BEGIN

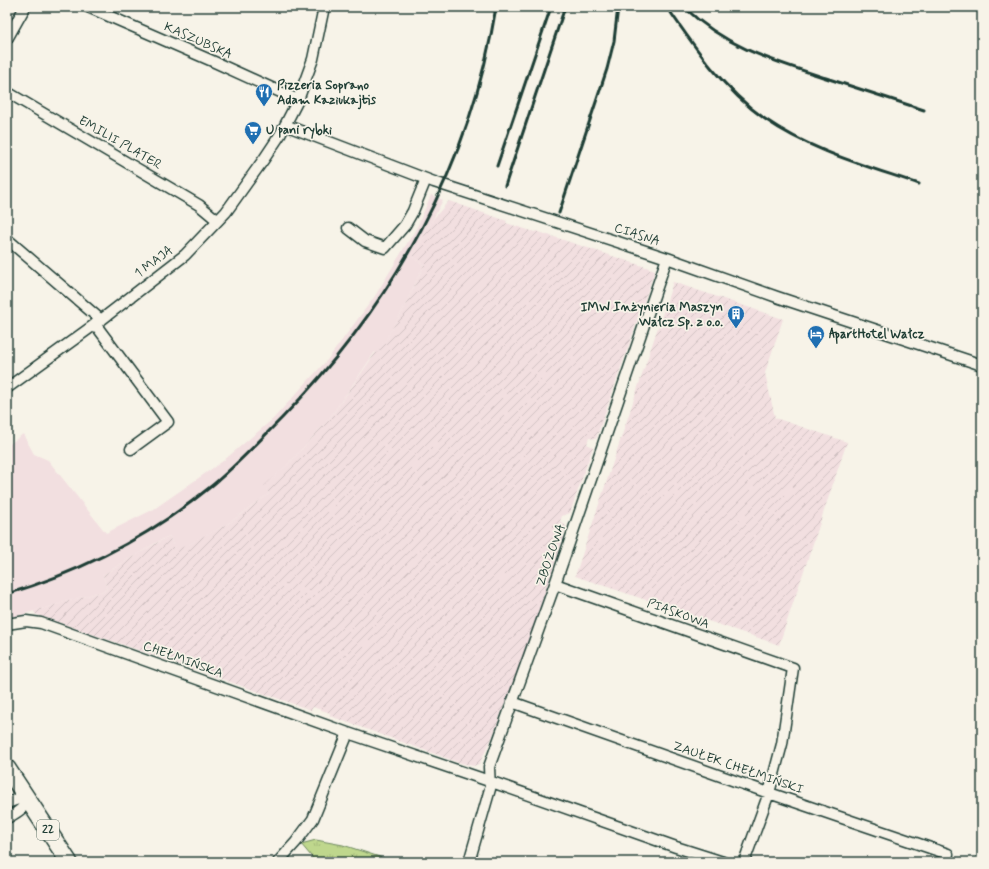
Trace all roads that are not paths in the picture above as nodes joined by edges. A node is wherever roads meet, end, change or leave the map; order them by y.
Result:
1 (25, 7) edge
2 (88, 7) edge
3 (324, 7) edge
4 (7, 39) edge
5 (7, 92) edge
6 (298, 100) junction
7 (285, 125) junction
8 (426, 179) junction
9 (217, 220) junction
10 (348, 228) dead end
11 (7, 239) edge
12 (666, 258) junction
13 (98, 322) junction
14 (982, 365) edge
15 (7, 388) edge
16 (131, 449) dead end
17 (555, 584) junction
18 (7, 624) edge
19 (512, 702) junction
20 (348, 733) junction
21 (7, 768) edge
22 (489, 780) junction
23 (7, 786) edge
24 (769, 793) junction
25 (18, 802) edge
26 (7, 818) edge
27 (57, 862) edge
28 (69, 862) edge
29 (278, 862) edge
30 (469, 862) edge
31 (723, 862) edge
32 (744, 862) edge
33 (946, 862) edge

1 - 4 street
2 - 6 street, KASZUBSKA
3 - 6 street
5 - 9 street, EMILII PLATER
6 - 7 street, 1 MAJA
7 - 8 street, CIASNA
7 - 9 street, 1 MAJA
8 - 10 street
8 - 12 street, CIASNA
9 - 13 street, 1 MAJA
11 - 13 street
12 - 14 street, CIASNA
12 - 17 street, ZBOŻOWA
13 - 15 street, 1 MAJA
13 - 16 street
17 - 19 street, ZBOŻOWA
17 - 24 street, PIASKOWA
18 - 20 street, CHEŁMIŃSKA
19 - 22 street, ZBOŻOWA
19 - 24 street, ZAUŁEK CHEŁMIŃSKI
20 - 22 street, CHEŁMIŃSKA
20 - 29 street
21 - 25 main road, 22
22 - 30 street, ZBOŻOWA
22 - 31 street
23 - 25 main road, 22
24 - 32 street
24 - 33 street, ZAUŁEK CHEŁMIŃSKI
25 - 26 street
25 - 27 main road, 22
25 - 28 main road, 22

END

**ABOUT THIS EXERCISE**
Copy out all the data exactly. No images belong in the copy.

**YOUR RESPONSE**
Trace all roads that are not paths in the picture above as nodes joined by edges. A node is wherever roads meet, end, change or leave the map; order them by y.
Result:
1 (25, 7) edge
2 (88, 7) edge
3 (324, 7) edge
4 (7, 39) edge
5 (7, 92) edge
6 (298, 100) junction
7 (285, 125) junction
8 (426, 179) junction
9 (217, 220) junction
10 (348, 228) dead end
11 (7, 239) edge
12 (666, 258) junction
13 (98, 322) junction
14 (982, 365) edge
15 (7, 388) edge
16 (131, 449) dead end
17 (555, 584) junction
18 (7, 624) edge
19 (512, 702) junction
20 (348, 733) junction
21 (7, 768) edge
22 (489, 780) junction
23 (7, 786) edge
24 (769, 793) junction
25 (18, 802) edge
26 (7, 818) edge
27 (57, 862) edge
28 (69, 862) edge
29 (278, 862) edge
30 (469, 862) edge
31 (723, 862) edge
32 (744, 862) edge
33 (946, 862) edge

1 - 4 street
2 - 6 street, KASZUBSKA
3 - 6 street
5 - 9 street, EMILII PLATER
6 - 7 street, 1 MAJA
7 - 8 street, CIASNA
7 - 9 street, 1 MAJA
8 - 10 street
8 - 12 street, CIASNA
9 - 13 street, 1 MAJA
11 - 13 street
12 - 14 street, CIASNA
12 - 17 street, ZBOŻOWA
13 - 15 street, 1 MAJA
13 - 16 street
17 - 19 street, ZBOŻOWA
17 - 24 street, PIASKOWA
18 - 20 street, CHEŁMIŃSKA
19 - 22 street, ZBOŻOWA
19 - 24 street, ZAUŁEK CHEŁMIŃSKI
20 - 22 street, CHEŁMIŃSKA
20 - 29 street
21 - 25 main road, 22
22 - 30 street, ZBOŻOWA
22 - 31 street
23 - 25 main road, 22
24 - 32 street
24 - 33 street, ZAUŁEK CHEŁMIŃSKI
25 - 26 street
25 - 27 main road, 22
25 - 28 main road, 22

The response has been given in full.